Results: Four hundred ninety-one patients were identified in the initial database query. After exclusions, 246 remained, of which 110 underwent AA and 136 underwent TAA. The mean length of follow-up was 36.4 months for TAA patients and 46.1 months for AA patients in this study. Overall, patients who underwent TAA were older and had an increased number of preoperative comorbidities (5.74 ± 3.07) compared to AA (4.74 ± 2.76) (P = .008). Additionally, TAA patients experienced a lower overall rate of POCs (20/136, 14.71%) and reoperation (14/136, 10.29%) compared with patients who underwent AA (21/110, 19.09%; 21/110, 19.09%) (P = .36 and P = .05, respectively). As the number of adjunctive procedures increased, so did the rate of POCs, but not reoperation, in patients who underwent TAA. The number of adjunctive procedures was not significantly associated with complication or reoperation risk in AA patients. There were no specific adjunctive procedures that demonstrated a significant correlation with increased risk of complications or reoperation in both groups. Osteoporosis and coagulopathies were identified as predisposing TAA patients to postoperative complications.

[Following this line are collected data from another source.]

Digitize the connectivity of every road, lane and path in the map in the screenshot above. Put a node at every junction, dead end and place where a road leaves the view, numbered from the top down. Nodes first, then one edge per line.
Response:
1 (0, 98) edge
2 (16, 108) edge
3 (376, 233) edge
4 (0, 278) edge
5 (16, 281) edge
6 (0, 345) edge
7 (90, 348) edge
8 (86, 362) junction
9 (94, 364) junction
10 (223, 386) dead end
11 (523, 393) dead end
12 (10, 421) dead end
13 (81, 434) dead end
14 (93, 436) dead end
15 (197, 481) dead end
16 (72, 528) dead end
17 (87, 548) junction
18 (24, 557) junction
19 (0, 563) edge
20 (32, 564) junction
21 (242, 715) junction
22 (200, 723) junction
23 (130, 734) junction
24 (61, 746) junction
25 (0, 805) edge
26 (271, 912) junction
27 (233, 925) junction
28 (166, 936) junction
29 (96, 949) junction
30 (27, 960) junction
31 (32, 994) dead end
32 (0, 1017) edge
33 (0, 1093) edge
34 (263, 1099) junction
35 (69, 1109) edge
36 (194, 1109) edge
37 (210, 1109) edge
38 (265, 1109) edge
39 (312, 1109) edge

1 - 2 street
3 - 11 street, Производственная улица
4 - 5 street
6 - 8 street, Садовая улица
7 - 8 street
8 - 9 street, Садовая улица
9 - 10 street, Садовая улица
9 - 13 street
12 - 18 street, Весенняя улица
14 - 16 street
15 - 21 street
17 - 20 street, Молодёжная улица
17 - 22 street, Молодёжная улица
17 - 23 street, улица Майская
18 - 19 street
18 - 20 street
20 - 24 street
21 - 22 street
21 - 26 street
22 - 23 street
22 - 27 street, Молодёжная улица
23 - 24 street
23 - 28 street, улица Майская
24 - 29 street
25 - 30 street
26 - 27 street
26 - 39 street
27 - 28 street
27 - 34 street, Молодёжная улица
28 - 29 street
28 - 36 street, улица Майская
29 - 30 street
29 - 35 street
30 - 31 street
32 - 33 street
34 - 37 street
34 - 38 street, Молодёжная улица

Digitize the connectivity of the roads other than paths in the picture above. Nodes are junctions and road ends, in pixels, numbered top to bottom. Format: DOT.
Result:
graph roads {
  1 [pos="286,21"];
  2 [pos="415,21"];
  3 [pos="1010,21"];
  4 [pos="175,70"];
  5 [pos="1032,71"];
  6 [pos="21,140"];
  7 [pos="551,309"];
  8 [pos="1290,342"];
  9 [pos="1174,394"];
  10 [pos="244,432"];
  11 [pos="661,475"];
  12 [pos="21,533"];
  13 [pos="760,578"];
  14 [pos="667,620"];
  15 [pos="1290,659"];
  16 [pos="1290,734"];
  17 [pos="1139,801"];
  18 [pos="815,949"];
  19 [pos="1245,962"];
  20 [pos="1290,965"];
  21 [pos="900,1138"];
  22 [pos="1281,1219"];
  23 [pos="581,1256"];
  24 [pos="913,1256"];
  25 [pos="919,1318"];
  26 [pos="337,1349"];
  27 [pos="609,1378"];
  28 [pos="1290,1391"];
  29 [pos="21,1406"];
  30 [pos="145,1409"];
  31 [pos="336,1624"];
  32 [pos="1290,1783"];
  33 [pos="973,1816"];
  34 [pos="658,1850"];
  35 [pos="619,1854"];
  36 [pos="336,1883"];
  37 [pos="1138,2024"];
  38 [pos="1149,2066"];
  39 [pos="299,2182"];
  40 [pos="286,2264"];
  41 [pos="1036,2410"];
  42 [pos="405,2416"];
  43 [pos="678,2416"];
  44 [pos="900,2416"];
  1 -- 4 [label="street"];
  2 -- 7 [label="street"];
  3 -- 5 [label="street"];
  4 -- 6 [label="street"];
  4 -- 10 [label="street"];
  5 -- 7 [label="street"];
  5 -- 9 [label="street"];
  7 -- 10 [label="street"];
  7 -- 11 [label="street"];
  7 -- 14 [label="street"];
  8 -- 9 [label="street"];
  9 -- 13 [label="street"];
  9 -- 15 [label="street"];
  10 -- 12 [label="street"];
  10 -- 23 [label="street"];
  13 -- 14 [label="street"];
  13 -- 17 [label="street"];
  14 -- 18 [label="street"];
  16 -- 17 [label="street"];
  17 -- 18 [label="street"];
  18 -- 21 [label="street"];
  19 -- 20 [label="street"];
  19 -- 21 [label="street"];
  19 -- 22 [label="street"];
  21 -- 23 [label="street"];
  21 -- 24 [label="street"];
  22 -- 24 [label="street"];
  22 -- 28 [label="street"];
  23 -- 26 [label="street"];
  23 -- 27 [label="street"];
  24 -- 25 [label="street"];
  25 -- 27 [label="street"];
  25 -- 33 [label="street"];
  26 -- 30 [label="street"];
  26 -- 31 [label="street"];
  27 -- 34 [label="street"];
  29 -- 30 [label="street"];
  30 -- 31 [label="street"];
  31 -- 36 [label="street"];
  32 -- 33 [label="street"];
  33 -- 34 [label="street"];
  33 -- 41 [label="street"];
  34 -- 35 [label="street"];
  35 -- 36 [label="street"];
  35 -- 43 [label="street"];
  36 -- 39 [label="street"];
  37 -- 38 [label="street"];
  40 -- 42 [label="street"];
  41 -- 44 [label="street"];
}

Conclusion: In our retrospective cohort study with relatively low statistical power, we found that patients who undergo TAA or AA plus adjunctive procedures did not experience an increased risk of major complications or reoperation compared to patients who did not undergo adjunctive procedures. Several preexisting comorbidities in TAA patients were associated with higher rates of POCs or reoperation, including osteoporosis and coagulopathies; no comorbidities were linked to increased reoperation or POC risk in the AA group. These findings suggest a need to evaluate comorbidities, and lifestyle factors when recommending an ankle reconstruction procedure to minimize the odds of postoperative complications and improve likelihood of patient satisfaction.
Level of evidence: Level III, retrospective cohort study.